The report goes on to state that “many students who went to residential school never returned. They were lost to their families…No one took care to count how many died or to record where they were buried.”
Prime Minister Justin Trudeau, in a 2016 speech to the Assembly of First Nations Special Chiefs Assembly said, “We know all too well how residential schools and other decisions by governments were used as a deliberate tool to eliminate Indigenous languages and cultures.”
Throwaway Child is the story of one of these children.
The skeleton of a young girl is found beneath the cement basement floor in an abandoned Victorian in Toronto. On duty is Detective Constable Michael Crestwood who contacts forensic anthropologist Dr. Palmer Richardson to assist in the investigation. What they uncover is the story of a six-year-old Cree girl, stolen from her family, warehoused in a government run facility and then forgotten.
In a story with ties to current headlines, Throwaway Child explores the injustice experienced by two girls imprisoned in a mid-twentieth century residential school, their families, and the tragedy that results from one girl’s need to find a home.
The Mummy Wore Combat Boots
The Sandy Hook School shooting, the Colorado movie theatre massacre…was online gaming to blame?
Psychologists believe that engaging in violent virtual gaming desensitizes the player and dehumanizes opponents. When the division between what is real and what is virtual becomes unclear, the results can be catastrophic.
When forensic anthropologist Palmer Richardson is called to investigate an uncatalogued sarcophagus found in storage at the Royal Ontario Museum, he has his work cut out for him.
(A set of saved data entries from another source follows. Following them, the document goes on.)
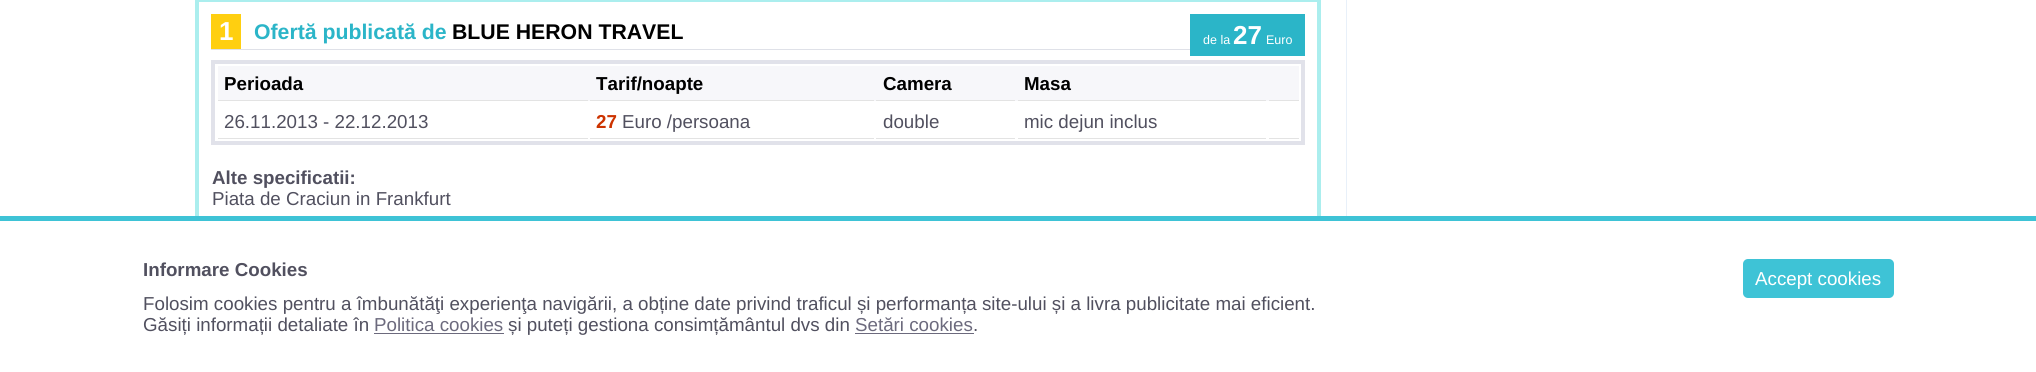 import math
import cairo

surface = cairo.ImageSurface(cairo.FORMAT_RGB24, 2036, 372)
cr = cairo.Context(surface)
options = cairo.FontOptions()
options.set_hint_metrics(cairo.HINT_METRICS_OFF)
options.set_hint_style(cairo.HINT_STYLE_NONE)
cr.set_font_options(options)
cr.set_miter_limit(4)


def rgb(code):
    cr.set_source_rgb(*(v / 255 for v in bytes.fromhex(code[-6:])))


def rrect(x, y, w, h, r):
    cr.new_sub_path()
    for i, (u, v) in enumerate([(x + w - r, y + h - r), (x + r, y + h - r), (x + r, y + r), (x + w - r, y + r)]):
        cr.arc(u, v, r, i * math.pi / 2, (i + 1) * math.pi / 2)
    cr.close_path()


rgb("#ffffff")
cr.paint()
rgb("#e8f0f9")
cr.rectangle(1346, 0, 1, 216)
cr.fill()
cr.rectangle(197, 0, 1122, 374)
rgb("#abeeee")
cr.set_line_width(4)
cr.stroke()
for x, y, w, h, color in [
    (211, 14, 30, 35, "#ffcf10"),
    (211, 49, 979, 1, "#dfe1e8"),
    (1190, 14, 115, 42, "#2bb5c8"),
]:
    rgb(color)
    cr.rectangle(x, y, w, h)
    cr.fill()
cr.rectangle(213, 62, 1090, 81)
rgb("#e1e2ea")
cr.stroke()
for x, y, w, h, color in [
    (218, 66, 1081, 35, "#f7f7fa"),
    (218, 100, 370, 1, "#e3e3e3"),
    (590, 100, 284, 1, "#e3e3e3"),
    (876, 100, 139, 1, "#e3e3e3"),
    (1018, 100, 248, 1, "#e3e3e3"),
    (1269, 100, 30, 1, "#e3e3e3"),
    (218, 138, 370, 1, "#e3e3e3"),
    (590, 138, 284, 1, "#e3e3e3"),
    (876, 138, 139, 1, "#e3e3e3"),
    (1018, 138, 248, 1, "#e3e3e3"),
    (1269, 138, 30, 1, "#e3e3e3"),
    (195, 221, 1126, 151, "#ffffff"),
    (0, 216, 2036, 5, "#3ec3d6"),
]:
    rgb(color)
    cr.rectangle(x, y, w, h)
    cr.fill()
rrect(1743, 259, 151, 39, 5)
cr.fill()
rgb("#6c6a7d")
cr.rectangle(374, 333, 130, 1)
cr.fill()
cr.rectangle(855, 333, 119, 1)
cr.fill()
cr.select_font_face("Liberation Sans", cairo.FONT_SLANT_NORMAL, cairo.FONT_WEIGHT_BOLD)
cr.set_font_size(26)
rgb("#ffffff")
cr.move_to(219, 40)
cr.show_text("1")
cr.set_font_size(21.25)
rgb("#2bb5c8")
cr.move_to(254, 39)
cr.show_text("Ofertă publicată de")
rgb("#000000")
cr.move_to(452, 39)
cr.show_text("BLUE HERON TRAVEL")
cr.select_font_face("Liberation Sans")
cr.set_font_size(12.5)
rgb("#ffffff")
cr.move_to(1203, 44)
cr.show_text("de la")
cr.select_font_face("Liberation Sans", cairo.FONT_SLANT_NORMAL, cairo.FONT_WEIGHT_BOLD)
cr.set_font_size(26)
cr.move_to(1233, 44)
cr.show_text("27")
cr.select_font_face("Liberation Sans")
cr.set_font_size(12.5)
cr.move_to(1266, 44)
cr.show_text("Euro")
cr.select_font_face("Liberation Sans", cairo.FONT_SLANT_NORMAL, cairo.FONT_WEIGHT_BOLD)
cr.set_font_size(18.75)
rgb("#000000")
for x, y, s in [
    (224, 90, "Perioada"),
    (596, 90, "Tarif/noapte"),
    (883, 90, "Camera"),
    (1024, 90, "Masa"),
]:
    cr.move_to(x, y)
    cr.show_text(s)
cr.select_font_face("Liberation Sans")
rgb("#51505f")
cr.move_to(224, 128)
cr.show_text("26.11.2013 - 22.12.2013")
cr.select_font_face("Liberation Sans", cairo.FONT_SLANT_NORMAL, cairo.FONT_WEIGHT_BOLD)
rgb("#cc3300")
cr.move_to(596, 128)
cr.show_text("27")
cr.select_font_face("Liberation Sans")
rgb("#51505f")
for x, y, s in [
    (622, 128, "Euro /persoana"),
    (883, 128, "double"),
    (1024, 128, "mic dejun inclus"),
]:
    cr.move_to(x, y)
    cr.show_text(s)
cr.select_font_face("Liberation Sans", cairo.FONT_SLANT_NORMAL, cairo.FONT_WEIGHT_BOLD)
cr.move_to(212, 184)
cr.show_text("Alte specificatii:")
cr.select_font_face("Liberation Sans")
cr.move_to(212, 205)
cr.show_text("Piata de Craciun in Frankfurt")
cr.select_font_face("Liberation Sans", cairo.FONT_SLANT_NORMAL, cairo.FONT_WEIGHT_BOLD)
cr.move_to(143, 276)
cr.show_text("Informare Cookies")
cr.select_font_face("Liberation Sans")
rgb("#ffffff")
cr.move_to(1755, 285)
cr.show_text("Accept cookies")
rgb("#51505f")
cr.move_to(143, 310)
cr.show_text("Folosim cookies pentru a îmbunătăţi experienţa navigării, a obține date privind traficul și performanța site-ului și a livra publicitate mai eficient.")
cr.move_to(143, 331)
cr.show_text("Găsiți informații detaliate în")
rgb("#6c6a7d")
cr.move_to(374, 331)
cr.show_text("Politica cookies")
rgb("#51505f")
cr.move_to(508, 331)
cr.show_text("și puteți gestiona consimțământul dvs din")
rgb("#6c6a7d")
cr.move_to(855, 331)
cr.show_text("Setări cookies")
rgb("#51505f")
cr.move_to(973, 331)
cr.show_text(".")
surface.write_to_png("page.png")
Upon investigation, he discovers the mummy inside is that of a teenage boy and involves Detective Constable Michael Crestwood of the Metropolitan Toronto Police.
Their investigation delves into the world of online gaming, where losing health points in a skirmish could have serious implications for a player’s life in the real world.
Inspired by real-life headlines, The Mummy Wore Combat Boots highlights the growing divide between children who live their lives immersed in a digital culture and the adults tasked with raising them who live in the real world.